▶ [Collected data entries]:
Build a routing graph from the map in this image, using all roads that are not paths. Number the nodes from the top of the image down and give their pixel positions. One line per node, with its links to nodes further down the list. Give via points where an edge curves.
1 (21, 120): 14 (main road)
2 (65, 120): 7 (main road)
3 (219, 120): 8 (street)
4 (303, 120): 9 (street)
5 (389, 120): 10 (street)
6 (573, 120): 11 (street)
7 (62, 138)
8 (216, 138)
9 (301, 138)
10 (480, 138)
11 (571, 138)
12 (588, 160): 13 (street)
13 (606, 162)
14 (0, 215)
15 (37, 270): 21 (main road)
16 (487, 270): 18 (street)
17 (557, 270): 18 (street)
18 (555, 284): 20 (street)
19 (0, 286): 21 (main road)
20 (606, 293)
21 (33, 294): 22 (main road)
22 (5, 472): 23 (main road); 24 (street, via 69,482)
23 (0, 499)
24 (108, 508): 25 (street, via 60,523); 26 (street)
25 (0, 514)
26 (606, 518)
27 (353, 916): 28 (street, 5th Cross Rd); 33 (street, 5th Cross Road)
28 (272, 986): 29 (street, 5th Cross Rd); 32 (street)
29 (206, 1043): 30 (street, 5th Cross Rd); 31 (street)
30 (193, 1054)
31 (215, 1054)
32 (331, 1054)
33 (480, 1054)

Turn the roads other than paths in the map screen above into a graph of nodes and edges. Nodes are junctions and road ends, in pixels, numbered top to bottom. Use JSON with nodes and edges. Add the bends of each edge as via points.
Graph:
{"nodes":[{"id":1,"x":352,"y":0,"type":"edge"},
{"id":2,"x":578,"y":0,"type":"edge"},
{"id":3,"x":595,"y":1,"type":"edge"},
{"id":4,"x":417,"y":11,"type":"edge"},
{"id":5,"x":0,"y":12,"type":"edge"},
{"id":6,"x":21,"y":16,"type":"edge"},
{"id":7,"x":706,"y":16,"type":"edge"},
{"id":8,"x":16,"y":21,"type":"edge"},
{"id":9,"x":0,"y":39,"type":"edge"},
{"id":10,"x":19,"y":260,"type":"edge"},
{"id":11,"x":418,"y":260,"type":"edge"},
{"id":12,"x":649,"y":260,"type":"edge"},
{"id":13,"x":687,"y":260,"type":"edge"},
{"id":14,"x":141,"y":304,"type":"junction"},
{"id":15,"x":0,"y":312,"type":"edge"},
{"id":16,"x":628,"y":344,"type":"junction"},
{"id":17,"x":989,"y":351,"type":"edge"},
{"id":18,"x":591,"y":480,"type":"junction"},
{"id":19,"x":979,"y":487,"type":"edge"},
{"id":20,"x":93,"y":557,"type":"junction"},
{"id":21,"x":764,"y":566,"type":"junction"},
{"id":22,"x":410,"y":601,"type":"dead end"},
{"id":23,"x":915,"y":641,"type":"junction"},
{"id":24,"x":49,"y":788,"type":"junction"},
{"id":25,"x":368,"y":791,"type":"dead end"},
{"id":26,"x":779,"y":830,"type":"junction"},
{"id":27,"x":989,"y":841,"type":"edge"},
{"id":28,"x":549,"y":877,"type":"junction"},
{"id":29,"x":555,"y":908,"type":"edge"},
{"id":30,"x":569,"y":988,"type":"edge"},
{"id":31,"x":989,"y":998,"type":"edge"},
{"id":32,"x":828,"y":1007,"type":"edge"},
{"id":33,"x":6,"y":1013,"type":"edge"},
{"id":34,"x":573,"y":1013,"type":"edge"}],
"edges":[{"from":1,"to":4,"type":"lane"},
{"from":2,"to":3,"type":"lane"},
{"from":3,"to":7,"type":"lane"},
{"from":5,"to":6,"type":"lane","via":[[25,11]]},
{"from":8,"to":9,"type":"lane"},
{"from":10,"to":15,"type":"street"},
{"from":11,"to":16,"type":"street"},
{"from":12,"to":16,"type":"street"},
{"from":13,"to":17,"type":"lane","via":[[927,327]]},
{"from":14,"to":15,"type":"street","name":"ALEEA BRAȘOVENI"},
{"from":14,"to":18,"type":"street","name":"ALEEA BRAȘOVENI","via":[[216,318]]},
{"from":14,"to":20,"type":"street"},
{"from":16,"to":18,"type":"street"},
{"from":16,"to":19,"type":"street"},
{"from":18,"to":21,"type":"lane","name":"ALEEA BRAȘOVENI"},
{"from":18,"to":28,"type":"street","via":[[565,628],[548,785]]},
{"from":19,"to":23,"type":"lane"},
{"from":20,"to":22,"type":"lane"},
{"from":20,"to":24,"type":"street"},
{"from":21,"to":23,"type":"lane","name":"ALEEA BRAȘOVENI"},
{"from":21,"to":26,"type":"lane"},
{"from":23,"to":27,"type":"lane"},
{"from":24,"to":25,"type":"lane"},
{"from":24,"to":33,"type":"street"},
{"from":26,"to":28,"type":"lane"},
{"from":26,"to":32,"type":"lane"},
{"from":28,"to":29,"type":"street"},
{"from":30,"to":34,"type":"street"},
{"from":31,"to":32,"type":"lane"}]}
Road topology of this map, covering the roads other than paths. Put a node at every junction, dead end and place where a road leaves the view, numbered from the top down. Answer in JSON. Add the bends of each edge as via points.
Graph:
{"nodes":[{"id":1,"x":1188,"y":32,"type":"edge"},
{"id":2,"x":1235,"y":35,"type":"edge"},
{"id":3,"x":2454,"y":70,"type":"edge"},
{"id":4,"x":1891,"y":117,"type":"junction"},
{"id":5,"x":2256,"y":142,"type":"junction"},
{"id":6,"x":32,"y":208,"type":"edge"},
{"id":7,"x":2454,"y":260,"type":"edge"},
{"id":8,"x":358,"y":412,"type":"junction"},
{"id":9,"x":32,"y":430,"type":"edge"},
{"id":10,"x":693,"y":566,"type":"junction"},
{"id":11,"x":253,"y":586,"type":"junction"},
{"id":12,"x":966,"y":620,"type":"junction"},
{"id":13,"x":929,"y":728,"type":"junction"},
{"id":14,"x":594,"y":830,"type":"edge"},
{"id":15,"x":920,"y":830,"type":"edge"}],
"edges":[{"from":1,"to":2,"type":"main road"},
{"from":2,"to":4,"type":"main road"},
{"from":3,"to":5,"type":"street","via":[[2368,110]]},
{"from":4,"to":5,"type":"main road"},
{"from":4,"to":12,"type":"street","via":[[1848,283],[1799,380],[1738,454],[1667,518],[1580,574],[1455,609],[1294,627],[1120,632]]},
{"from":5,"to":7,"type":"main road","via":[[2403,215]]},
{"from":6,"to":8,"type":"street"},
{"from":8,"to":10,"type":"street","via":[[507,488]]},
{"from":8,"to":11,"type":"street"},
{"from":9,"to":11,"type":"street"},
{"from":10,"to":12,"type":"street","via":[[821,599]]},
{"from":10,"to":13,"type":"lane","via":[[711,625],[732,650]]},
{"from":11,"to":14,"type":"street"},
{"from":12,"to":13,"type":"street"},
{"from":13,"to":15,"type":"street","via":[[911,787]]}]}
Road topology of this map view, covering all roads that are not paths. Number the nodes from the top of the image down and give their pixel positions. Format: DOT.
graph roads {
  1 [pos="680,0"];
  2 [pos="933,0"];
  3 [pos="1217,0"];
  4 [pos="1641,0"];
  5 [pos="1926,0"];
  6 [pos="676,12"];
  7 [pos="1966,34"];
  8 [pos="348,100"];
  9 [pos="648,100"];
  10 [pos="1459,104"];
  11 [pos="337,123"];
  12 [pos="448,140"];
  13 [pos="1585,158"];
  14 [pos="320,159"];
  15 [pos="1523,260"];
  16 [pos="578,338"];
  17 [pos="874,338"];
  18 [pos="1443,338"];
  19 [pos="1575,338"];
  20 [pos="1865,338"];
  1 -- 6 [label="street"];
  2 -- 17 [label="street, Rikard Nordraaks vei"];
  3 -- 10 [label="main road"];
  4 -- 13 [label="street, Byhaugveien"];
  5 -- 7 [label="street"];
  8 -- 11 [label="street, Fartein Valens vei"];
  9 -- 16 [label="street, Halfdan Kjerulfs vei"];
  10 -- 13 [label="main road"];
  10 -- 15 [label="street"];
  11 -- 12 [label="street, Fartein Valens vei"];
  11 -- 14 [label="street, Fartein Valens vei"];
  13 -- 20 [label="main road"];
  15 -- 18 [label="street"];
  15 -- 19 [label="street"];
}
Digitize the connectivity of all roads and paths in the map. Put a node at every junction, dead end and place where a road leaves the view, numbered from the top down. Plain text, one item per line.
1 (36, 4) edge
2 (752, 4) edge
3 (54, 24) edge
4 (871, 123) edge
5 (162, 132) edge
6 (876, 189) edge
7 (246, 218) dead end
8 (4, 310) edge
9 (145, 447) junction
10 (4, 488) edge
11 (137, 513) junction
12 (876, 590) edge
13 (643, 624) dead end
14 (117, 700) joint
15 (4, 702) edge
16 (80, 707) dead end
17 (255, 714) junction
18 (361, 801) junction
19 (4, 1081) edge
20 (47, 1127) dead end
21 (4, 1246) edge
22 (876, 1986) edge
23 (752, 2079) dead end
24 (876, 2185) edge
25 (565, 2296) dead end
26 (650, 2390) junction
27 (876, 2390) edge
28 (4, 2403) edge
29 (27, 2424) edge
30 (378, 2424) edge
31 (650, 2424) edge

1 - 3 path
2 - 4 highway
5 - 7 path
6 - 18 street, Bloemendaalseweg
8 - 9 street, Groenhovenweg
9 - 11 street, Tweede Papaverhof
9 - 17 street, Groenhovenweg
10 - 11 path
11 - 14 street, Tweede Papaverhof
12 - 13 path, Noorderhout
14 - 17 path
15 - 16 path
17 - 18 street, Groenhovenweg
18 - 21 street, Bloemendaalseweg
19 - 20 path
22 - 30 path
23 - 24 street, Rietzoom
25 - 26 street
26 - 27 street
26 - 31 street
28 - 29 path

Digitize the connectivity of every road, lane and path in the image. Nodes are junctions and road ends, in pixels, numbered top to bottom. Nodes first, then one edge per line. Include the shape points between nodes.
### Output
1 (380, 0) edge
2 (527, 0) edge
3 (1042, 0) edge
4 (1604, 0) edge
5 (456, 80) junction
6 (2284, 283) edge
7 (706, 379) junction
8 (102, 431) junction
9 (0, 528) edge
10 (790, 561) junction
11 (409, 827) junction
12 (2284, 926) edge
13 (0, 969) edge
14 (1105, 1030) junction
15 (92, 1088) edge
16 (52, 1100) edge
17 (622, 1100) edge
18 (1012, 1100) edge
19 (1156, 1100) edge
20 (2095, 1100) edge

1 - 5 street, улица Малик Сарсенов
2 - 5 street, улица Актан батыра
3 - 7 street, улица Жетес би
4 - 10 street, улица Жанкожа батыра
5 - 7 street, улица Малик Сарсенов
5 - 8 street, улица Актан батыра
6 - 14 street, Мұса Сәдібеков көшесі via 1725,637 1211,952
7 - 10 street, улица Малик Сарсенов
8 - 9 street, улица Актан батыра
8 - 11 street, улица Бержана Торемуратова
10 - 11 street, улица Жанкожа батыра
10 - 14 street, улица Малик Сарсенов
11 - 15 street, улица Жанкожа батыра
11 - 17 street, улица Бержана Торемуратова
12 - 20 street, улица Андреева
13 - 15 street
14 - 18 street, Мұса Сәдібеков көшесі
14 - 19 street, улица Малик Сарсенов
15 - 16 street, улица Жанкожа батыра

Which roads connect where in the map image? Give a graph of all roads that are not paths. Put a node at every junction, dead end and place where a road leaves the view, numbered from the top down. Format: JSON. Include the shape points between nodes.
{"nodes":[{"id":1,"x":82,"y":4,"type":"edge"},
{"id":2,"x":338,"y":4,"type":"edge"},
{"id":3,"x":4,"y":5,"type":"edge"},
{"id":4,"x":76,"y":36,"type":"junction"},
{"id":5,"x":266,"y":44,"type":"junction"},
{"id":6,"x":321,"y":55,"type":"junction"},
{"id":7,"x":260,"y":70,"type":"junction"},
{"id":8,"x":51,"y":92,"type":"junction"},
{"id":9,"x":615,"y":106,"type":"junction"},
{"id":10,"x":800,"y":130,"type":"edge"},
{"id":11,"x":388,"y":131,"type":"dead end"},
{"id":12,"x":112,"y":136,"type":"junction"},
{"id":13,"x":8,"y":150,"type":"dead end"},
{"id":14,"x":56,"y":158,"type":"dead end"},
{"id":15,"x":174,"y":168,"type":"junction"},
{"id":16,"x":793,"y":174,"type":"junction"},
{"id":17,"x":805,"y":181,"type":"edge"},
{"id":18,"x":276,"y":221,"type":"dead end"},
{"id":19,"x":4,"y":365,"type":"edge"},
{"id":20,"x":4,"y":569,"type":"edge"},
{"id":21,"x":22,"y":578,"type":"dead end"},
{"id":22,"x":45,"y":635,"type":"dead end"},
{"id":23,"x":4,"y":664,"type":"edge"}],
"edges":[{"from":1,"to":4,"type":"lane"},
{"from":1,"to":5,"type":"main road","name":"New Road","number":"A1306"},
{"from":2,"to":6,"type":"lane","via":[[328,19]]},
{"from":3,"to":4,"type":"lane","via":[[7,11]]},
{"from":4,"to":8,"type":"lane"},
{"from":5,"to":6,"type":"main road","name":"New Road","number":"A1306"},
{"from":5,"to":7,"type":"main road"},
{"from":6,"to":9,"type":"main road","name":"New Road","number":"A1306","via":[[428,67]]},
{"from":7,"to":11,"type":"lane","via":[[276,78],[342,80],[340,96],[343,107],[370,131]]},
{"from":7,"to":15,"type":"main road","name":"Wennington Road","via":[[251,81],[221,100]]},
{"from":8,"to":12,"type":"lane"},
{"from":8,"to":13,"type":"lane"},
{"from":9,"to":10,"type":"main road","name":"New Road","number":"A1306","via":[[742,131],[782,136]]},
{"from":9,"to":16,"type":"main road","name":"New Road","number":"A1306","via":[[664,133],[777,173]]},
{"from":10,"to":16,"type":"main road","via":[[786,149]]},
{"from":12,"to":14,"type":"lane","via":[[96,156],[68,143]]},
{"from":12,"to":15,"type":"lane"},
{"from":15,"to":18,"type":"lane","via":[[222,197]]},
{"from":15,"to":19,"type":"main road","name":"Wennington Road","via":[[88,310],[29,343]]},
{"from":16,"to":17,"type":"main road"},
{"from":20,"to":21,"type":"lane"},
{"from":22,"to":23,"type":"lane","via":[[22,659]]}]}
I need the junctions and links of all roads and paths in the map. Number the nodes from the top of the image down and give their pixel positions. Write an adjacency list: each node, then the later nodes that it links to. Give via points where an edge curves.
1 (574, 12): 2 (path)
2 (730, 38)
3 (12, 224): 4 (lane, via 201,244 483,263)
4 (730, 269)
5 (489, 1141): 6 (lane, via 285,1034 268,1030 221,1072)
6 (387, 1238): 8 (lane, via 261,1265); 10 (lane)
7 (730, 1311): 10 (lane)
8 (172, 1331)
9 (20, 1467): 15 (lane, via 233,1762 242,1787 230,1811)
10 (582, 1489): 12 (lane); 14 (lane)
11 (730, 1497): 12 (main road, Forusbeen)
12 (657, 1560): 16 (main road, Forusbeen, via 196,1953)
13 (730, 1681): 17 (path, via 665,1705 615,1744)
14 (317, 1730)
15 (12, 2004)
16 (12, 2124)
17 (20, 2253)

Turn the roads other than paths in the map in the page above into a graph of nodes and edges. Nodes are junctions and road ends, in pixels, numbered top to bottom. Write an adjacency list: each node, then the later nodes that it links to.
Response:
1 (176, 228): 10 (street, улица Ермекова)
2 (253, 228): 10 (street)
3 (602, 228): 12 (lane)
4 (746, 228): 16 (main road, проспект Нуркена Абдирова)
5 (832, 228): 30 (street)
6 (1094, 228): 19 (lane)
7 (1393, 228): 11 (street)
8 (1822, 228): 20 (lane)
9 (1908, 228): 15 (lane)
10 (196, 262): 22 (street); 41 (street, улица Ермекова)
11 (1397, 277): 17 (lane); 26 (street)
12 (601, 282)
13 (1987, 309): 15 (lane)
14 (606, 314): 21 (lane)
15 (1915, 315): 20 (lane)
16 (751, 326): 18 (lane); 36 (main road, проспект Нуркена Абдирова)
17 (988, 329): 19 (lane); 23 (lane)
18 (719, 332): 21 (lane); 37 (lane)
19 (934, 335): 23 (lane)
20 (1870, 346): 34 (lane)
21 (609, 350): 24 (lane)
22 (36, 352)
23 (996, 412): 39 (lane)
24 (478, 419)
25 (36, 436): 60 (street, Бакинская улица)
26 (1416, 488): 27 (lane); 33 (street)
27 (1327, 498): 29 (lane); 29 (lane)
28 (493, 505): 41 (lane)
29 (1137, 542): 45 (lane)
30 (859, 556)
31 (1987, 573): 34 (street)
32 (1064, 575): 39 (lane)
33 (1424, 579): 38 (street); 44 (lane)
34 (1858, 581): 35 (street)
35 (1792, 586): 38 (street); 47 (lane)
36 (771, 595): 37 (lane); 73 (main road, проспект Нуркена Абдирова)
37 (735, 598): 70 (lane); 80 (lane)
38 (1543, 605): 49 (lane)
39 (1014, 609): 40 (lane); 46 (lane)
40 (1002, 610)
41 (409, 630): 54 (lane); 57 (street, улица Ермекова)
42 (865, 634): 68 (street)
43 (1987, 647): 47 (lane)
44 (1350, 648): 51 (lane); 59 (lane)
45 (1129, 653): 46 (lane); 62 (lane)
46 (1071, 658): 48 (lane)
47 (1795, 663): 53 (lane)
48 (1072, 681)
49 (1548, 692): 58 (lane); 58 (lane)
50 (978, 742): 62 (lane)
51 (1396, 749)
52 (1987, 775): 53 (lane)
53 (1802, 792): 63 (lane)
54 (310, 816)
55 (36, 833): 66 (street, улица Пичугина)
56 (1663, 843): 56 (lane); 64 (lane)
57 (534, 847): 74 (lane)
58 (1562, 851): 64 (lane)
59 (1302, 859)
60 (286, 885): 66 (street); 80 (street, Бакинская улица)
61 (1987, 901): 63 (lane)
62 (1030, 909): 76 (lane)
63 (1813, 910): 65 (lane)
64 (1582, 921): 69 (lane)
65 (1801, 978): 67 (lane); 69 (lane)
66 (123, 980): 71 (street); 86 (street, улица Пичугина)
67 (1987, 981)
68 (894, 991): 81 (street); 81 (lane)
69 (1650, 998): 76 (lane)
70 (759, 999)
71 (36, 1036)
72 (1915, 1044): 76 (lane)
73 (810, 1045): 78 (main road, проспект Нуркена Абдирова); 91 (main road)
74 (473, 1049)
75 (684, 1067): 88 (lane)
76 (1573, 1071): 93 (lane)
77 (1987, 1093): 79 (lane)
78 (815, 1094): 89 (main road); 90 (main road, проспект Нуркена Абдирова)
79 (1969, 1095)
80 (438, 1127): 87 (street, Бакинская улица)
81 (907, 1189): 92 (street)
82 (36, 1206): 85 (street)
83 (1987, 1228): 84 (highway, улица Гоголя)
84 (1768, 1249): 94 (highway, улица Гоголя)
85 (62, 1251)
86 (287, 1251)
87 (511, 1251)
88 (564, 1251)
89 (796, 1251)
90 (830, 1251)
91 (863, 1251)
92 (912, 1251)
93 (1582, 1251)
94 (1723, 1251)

▶ [WHAT TO PRODUCE]:
Each line above that includes "Wennington" counts once; state the total and nothing more.

▶ [RESPONSE AREA]:
2